#### [TASK REQUIREMENTS]
Your task is to repeat each record verbatim, exactly as it was written.

#### [RECORDS FOR PROCESSING]

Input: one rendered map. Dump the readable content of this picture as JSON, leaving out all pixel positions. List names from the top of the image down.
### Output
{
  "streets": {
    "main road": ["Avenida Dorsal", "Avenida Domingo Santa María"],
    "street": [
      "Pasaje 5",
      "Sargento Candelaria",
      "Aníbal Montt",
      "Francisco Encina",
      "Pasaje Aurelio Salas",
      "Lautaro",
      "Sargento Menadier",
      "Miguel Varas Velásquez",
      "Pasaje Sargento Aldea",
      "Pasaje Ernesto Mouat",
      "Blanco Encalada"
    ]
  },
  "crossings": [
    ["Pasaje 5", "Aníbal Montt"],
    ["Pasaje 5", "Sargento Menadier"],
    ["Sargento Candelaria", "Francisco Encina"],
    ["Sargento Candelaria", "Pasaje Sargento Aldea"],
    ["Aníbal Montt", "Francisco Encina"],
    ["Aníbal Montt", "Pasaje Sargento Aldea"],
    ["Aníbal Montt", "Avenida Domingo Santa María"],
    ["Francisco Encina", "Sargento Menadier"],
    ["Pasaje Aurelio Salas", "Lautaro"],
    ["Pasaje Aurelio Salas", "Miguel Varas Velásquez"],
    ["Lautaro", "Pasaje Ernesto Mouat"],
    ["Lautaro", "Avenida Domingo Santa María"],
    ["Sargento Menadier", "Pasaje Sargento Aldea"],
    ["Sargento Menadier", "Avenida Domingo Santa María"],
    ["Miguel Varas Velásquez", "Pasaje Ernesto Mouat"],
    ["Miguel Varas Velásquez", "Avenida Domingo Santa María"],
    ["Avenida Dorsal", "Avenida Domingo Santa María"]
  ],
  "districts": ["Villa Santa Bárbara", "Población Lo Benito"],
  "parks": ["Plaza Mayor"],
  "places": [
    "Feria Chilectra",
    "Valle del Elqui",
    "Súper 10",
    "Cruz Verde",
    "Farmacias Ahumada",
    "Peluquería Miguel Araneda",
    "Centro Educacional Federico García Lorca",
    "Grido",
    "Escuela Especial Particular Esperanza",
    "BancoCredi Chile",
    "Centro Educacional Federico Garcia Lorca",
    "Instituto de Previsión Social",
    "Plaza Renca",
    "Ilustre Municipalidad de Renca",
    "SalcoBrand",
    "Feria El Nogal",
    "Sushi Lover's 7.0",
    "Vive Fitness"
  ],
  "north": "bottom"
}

#### [RESULT]
Input: one rendered map. Dump the readable content of this picture as JSON, leaving out all pixel positions. List names from the top of the image down.
### Output
{
  "streets": {
    "main road": ["Avenida Dorsal", "Avenida Domingo Santa María"],
    "street": [
      "Pasaje 5",
      "Sargento Candelaria",
      "Aníbal Montt",
      "Francisco Encina",
      "Pasaje Aurelio Salas",
      "Lautaro",
      "Sargento Menadier",
      "Miguel Varas Velásquez",
      "Pasaje Sargento Aldea",
      "Pasaje Ernesto Mouat",
      "Blanco Encalada"
    ]
  },
  "crossings": [
    ["Pasaje 5", "Aníbal Montt"],
    ["Pasaje 5", "Sargento Menadier"],
    ["Sargento Candelaria", "Francisco Encina"],
    ["Sargento Candelaria", "Pasaje Sargento Aldea"],
    ["Aníbal Montt", "Francisco Encina"],
    ["Aníbal Montt", "Pasaje Sargento Aldea"],
    ["Aníbal Montt", "Avenida Domingo Santa María"],
    ["Francisco Encina", "Sargento Menadier"],
    ["Pasaje Aurelio Salas", "Lautaro"],
    ["Pasaje Aurelio Salas", "Miguel Varas Velásquez"],
    ["Lautaro", "Pasaje Ernesto Mouat"],
    ["Lautaro", "Avenida Domingo Santa María"],
    ["Sargento Menadier", "Pasaje Sargento Aldea"],
    ["Sargento Menadier", "Avenida Domingo Santa María"],
    ["Miguel Varas Velásquez", "Pasaje Ernesto Mouat"],
    ["Miguel Varas Velásquez", "Avenida Domingo Santa María"],
    ["Avenida Dorsal", "Avenida Domingo Santa María"]
  ],
  "districts": ["Villa Santa Bárbara", "Población Lo Benito"],
  "parks": ["Plaza Mayor"],
  "places": [
    "Feria Chilectra",
    "Valle del Elqui",
    "Súper 10",
    "Cruz Verde",
    "Farmacias Ahumada",
    "Peluquería Miguel Araneda",
    "Centro Educacional Federico García Lorca",
    "Grido",
    "Escuela Especial Particular Esperanza",
    "BancoCredi Chile",
    "Centro Educacional Federico Garcia Lorca",
    "Instituto de Previsión Social",
    "Plaza Renca",
    "Ilustre Municipalidad de Renca",
    "SalcoBrand",
    "Feria El Nogal",
    "Sushi Lover's 7.0",
    "Vive Fitness"
  ],
  "north": "bottom"
}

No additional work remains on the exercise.